● **Records provided**:
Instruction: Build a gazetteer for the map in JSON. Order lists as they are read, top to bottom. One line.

--

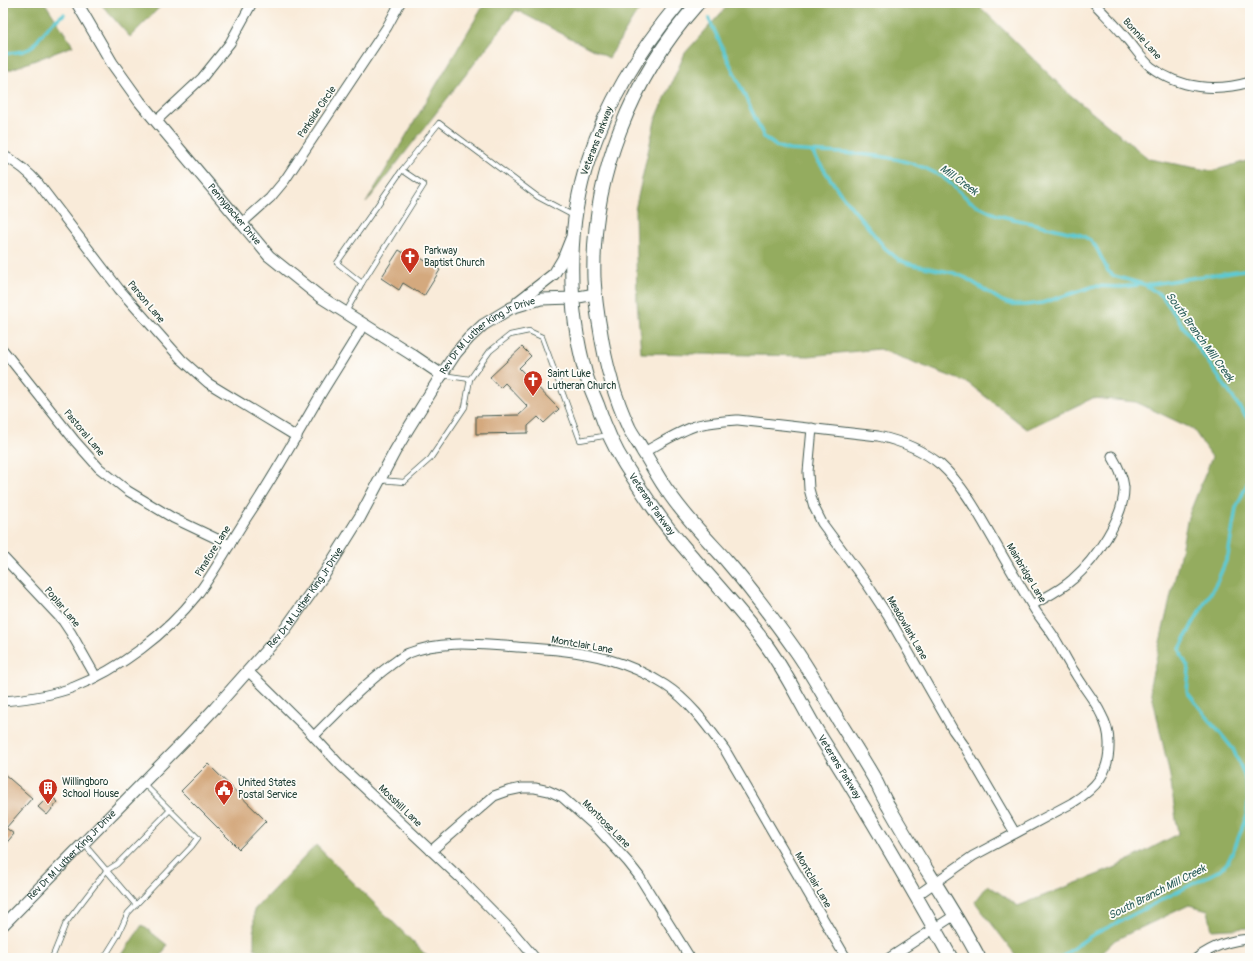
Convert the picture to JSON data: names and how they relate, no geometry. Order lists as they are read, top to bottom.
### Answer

● **Task**: Would you filter the records and copy each line that contains the word "bottom"?

● **Exercise solution**:
Instruction: Build a gazetteer for the map in JSON. Order lists as they are read, top to bottom. One line.
Convert the picture to JSON data: names and how they relate, no geometry. Order lists as they are read, top to bottom.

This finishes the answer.